43 * We have also implemented a fast approximation for color area-mapping
44 * rotation (pixRotateAMColorFast()), which is about 25% faster
45 * than the standard color rotator. If you need the extra speed,
46 * use it.
47 *
48 * Area mapping works as follows. For each dest
49 * pixel you find the 4 source pixels that it partially
50 * covers. You then compute the dest pixel value as
51 * the area-weighted average of those 4 source pixels.

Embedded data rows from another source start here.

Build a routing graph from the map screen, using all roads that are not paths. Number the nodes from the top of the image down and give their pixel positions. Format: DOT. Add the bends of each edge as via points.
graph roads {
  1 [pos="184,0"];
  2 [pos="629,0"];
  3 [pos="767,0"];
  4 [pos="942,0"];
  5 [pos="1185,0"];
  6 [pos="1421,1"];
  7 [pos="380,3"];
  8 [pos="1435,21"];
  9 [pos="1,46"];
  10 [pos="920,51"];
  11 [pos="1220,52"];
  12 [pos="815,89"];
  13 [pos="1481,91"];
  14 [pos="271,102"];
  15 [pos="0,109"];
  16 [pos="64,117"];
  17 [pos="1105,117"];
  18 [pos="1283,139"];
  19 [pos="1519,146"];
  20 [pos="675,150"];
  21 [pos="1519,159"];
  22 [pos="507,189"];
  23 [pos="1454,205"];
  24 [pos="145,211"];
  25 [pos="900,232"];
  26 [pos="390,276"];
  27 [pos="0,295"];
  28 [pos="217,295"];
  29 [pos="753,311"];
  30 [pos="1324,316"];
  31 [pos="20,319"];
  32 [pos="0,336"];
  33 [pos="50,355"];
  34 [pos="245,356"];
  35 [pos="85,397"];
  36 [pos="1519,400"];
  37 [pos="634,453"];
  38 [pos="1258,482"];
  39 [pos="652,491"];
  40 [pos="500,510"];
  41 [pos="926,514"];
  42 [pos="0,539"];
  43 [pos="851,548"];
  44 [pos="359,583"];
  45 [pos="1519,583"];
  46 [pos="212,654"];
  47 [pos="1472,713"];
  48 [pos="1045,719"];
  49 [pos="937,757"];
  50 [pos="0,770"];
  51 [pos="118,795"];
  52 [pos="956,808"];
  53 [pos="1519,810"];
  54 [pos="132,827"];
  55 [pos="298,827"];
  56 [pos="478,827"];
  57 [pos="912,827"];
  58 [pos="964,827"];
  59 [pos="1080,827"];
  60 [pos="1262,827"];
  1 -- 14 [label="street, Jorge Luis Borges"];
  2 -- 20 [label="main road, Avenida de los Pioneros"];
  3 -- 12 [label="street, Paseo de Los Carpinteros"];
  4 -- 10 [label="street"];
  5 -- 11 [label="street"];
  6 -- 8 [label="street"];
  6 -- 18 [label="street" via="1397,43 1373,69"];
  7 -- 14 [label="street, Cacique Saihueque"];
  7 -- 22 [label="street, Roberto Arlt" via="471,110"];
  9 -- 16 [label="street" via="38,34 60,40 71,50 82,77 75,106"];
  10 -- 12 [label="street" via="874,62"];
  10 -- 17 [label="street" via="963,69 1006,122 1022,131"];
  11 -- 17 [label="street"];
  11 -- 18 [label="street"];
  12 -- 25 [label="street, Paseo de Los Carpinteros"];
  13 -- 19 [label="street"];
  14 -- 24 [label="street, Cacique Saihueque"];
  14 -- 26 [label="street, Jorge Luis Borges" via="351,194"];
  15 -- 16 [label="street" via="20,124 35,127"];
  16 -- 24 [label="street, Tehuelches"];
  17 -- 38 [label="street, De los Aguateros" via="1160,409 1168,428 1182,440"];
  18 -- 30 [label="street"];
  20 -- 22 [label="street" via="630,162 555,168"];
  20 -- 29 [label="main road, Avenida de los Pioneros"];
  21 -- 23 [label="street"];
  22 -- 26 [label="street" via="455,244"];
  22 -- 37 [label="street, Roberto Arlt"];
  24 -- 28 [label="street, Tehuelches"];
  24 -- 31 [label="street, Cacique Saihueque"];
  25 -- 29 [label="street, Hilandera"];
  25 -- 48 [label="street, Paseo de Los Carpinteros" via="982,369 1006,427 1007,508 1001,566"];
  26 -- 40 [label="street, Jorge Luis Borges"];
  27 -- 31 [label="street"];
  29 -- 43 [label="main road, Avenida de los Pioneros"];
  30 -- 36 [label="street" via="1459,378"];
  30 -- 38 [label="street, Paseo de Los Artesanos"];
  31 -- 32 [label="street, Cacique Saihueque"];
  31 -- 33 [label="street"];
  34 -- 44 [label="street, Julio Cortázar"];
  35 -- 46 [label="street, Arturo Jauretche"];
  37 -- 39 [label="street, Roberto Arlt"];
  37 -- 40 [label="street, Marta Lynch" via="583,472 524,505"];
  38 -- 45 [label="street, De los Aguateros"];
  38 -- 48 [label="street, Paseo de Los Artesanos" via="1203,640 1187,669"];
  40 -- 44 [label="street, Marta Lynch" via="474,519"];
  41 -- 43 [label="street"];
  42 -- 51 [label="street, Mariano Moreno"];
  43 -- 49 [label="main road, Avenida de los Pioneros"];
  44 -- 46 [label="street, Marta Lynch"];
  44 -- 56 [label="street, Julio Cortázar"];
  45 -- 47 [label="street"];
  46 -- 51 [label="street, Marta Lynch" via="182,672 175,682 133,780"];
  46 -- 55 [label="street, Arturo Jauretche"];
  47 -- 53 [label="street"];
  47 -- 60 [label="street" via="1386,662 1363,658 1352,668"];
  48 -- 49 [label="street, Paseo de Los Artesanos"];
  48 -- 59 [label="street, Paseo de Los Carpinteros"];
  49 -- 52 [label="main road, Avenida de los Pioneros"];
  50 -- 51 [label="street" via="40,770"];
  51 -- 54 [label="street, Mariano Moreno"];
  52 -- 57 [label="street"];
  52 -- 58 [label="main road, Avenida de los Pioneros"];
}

52 * We make two simplifying approximations:
53 *
54 * - For simplicity, compute the areas as if the dest
55 * pixel were translated but not rotated.
56 *
57 * - Compute area overlaps on a discrete sub-pixel grid.
58 * Because we are using 8 bpp images with 256 levels,
59 * it is convenient to break each pixel into a
60 * 16x16 sub-pixel grid, and count the number of
61 * overlapped sub-pixels.
62 *
63 * It is interesting to note that the digital filter that
64 * implements the area mapping algorithm for rotation
65 * is identical to the digital filter used for linear
66 * interpolation when arbitrarily scaling grayscale images.
67 *
68 * The advantage of area mapping over pixel sampling
69 * in grayscale rotation is that the former naturally
70 * blurs sharp edges ("anti-aliasing"), so that stair-step
71 * artifacts are not introduced. The disadvantage is that
72 * it is significantly slower.
73 *
74 * But it is still pretty fast. With standard 3 GHz hardware,
75 * the anti-aliased (area-mapped) color rotation speed is
76 * about 15 million pixels/sec.
77 *
78 * The function pixRotateAMColorFast() is about 10-20% faster
79 * than pixRotateAMColor(). The quality is slightly worse,
80 * and if you make many successive small rotations, with a
81 * total angle of 360 degrees, it has been noted that the
82 * center wanders -- it seems to be doing a 1 pixel translation
83 * in addition to the rotation.
84 */
85
86 #include <stdio.h>
87 #include <string.h>
88 #include "allheaders.h"
89
90 static const l_float32 VERY_SMALL_ANGLE = 0.001; /* radians; ~0.06 degrees */
91
92
93 /*------------------------------------------------------------------*
94 * Rotation about the center *
95 *------------------------------------------------------------------*/
96 /*!
97 * pixRotateAM()
98 *
99 * Input: pixs (2, 4, 8 bpp gray or colormapped, or 32 bpp RGB)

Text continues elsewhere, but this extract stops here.